* _Exercise details_
Do any lines in the data below contain "down"? If so, copy every one of them.

* _Study material_
+---+
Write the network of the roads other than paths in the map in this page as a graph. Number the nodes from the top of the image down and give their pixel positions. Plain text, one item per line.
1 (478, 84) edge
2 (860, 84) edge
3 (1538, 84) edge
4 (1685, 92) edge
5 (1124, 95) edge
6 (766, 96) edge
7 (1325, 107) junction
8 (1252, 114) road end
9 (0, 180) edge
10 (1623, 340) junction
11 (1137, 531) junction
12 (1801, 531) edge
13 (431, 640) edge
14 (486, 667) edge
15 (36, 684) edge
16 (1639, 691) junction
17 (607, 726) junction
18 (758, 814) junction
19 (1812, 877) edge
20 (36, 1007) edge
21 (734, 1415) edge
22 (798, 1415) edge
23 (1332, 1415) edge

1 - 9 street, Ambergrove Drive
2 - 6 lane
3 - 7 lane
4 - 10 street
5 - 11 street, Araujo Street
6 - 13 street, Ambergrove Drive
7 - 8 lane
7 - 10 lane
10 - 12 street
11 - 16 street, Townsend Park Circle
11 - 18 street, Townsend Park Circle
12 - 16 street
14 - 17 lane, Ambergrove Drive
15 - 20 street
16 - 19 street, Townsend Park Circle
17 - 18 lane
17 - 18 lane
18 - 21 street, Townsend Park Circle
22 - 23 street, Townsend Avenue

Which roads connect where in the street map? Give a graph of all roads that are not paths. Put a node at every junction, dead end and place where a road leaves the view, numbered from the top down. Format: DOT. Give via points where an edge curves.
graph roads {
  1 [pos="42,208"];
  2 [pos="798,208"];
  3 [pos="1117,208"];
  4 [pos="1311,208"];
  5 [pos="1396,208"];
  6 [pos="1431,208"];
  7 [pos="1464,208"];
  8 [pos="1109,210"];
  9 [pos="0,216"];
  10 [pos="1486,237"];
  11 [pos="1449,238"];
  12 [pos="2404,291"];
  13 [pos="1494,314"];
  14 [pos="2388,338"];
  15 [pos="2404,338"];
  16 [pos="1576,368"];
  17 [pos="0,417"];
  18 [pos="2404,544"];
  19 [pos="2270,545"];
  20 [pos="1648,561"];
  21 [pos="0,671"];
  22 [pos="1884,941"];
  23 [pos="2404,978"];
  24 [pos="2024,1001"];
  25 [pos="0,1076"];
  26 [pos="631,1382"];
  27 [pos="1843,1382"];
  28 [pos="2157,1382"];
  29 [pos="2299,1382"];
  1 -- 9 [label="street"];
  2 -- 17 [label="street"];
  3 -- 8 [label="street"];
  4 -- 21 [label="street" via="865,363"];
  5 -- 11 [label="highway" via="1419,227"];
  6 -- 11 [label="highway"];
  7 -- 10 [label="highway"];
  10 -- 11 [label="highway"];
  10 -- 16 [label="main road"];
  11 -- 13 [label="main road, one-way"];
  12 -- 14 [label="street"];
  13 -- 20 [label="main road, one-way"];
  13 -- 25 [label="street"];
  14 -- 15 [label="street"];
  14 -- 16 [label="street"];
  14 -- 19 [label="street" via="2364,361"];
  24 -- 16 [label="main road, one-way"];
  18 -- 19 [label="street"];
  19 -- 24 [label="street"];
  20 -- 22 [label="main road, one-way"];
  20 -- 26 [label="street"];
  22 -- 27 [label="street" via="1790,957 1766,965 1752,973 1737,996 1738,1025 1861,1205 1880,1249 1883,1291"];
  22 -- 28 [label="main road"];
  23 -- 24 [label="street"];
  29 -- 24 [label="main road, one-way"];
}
+---+
* _Problem solution_
Write the network of the roads other than paths in the map in this page as a graph. Number the nodes from the top of the image down and give their pixel positions. Plain text, one item per line.
Which roads connect where in the street map? Give a graph of all roads that are not paths. Put a node at every junction, dead end and place where a road leaves the view, numbered from the top down. Format: DOT. Give via points where an edge curves.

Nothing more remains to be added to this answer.